In a recent post, we examined a few of the factors that you will want to take into consideration when setting up a trust. Those factors include who the beneficiary is, how much control you want to have, and what you want the trust to do. If you are interested, you can read that post in full by clicking here.
In this post, we will look more closely at one type of trust in particular and see how it addresses and reflects each of those factors. The trust is a special needs trust.
A special needs trust is typically used to benefit a person who is mentally or physically disabled. This is because these beneficiaries often collect government support, which can be terminated if they have too many assets, which could include receiving a sizable gift from someone in a will.
When it comes to how much control you want to have over the trust and its assets, there are limitations, as there are with any other trust.
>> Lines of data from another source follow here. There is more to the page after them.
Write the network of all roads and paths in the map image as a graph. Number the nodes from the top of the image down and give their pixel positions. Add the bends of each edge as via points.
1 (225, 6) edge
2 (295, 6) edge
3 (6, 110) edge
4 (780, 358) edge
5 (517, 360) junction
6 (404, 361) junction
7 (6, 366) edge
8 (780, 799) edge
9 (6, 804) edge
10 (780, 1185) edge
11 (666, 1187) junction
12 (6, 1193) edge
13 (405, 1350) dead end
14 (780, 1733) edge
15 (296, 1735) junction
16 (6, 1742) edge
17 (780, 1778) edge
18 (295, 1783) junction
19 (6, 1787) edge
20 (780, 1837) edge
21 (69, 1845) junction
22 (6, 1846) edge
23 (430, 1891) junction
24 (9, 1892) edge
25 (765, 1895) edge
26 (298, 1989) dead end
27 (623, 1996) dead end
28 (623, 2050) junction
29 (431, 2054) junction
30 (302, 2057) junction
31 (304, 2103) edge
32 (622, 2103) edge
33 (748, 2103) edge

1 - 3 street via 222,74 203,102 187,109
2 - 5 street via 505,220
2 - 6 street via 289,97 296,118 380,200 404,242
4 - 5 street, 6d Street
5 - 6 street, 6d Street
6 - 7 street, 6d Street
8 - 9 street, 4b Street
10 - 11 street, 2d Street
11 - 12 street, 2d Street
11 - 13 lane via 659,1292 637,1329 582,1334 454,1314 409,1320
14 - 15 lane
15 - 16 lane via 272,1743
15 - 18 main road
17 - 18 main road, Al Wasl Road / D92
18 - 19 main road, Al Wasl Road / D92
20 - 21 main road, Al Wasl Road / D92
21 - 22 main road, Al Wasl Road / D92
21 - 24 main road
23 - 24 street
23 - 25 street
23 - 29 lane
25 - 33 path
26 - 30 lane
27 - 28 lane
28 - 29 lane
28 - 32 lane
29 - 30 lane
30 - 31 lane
Under many circumstances, a special needs trust must be irrevocable. Further, when set up, a SNT is managed by the trustee, not the beneficiary, and you may need to clarify specifically what the assets in the trust can be used for.
Finally, you should understand what a SNT can do and why you might consider setting one up. Primarily, these trusts are established so that the beneficiary can receive the assets without losing Medicaid and other government benefits. If the beneficiary ever runs into trouble with creditors or legal claims, the assets in a trust can be protected.
Setting up a special needs trust can be wise decision for anyone with beneficiaries who have disabilities. If this sounds like an option you are considering as part of your estate plan, you can discuss the logistical and legal aspects of these and other trusts with your estate planning attorney.